→ Exercise prompt: Where a line of the data holds the word "junctions", copy that line.

→ Records to use:

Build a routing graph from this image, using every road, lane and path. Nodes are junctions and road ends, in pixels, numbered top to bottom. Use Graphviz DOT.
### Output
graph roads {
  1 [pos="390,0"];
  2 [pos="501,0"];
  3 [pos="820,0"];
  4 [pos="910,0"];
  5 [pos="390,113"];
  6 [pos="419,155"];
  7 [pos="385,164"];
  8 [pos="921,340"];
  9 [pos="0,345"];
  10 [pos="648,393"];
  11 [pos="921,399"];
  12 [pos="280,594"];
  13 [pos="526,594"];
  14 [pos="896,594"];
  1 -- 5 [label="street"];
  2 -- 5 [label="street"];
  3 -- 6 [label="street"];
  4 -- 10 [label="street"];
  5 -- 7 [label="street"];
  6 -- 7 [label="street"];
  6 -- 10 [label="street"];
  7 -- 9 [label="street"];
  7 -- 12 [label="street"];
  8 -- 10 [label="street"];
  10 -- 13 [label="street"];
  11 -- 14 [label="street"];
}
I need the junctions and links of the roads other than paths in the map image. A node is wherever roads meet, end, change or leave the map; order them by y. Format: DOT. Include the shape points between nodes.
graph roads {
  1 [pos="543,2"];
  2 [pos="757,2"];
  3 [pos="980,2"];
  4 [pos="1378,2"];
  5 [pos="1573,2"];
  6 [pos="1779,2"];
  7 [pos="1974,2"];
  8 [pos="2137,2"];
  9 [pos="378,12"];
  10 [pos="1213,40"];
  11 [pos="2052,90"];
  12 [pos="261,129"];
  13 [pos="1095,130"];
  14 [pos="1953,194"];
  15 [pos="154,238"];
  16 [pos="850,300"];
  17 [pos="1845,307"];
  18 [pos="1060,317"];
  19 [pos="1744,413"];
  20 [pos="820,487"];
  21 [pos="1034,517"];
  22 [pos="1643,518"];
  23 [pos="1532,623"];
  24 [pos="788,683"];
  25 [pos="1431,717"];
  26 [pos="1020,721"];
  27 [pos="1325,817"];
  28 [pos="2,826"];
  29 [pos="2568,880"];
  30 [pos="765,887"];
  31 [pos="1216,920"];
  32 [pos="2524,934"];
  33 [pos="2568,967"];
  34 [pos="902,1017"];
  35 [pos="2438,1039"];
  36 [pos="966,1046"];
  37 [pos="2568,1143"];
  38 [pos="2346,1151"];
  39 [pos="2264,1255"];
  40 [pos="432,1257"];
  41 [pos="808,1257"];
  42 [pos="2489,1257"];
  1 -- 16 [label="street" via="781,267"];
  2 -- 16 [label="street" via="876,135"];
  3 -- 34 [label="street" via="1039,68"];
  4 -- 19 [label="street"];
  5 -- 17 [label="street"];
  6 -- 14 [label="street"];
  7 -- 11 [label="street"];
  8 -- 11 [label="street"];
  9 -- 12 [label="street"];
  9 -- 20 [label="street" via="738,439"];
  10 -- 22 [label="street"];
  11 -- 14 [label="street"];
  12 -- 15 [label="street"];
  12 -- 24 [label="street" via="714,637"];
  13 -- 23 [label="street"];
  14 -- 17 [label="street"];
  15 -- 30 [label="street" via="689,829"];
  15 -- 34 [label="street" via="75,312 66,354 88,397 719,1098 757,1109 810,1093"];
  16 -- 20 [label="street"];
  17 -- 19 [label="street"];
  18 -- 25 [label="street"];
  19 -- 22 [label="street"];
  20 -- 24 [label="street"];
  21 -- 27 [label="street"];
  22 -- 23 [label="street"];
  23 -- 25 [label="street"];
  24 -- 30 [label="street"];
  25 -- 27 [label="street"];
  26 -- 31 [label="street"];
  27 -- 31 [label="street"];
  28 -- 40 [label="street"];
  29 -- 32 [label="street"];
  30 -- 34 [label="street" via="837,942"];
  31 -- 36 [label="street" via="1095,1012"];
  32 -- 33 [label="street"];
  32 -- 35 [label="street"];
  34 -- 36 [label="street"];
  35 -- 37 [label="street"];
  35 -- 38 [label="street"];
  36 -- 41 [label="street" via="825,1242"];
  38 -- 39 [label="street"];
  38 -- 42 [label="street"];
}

→ Expected answer:
Build a routing graph from this image, using every road, lane and path. Nodes are junctions and road ends, in pixels, numbered top to bottom. Use Graphviz DOT.
I need the junctions and links of the roads other than paths in the map image. A node is wherever roads meet, end, change or leave the map; order them by y. Format: DOT. Include the shape points between nodes.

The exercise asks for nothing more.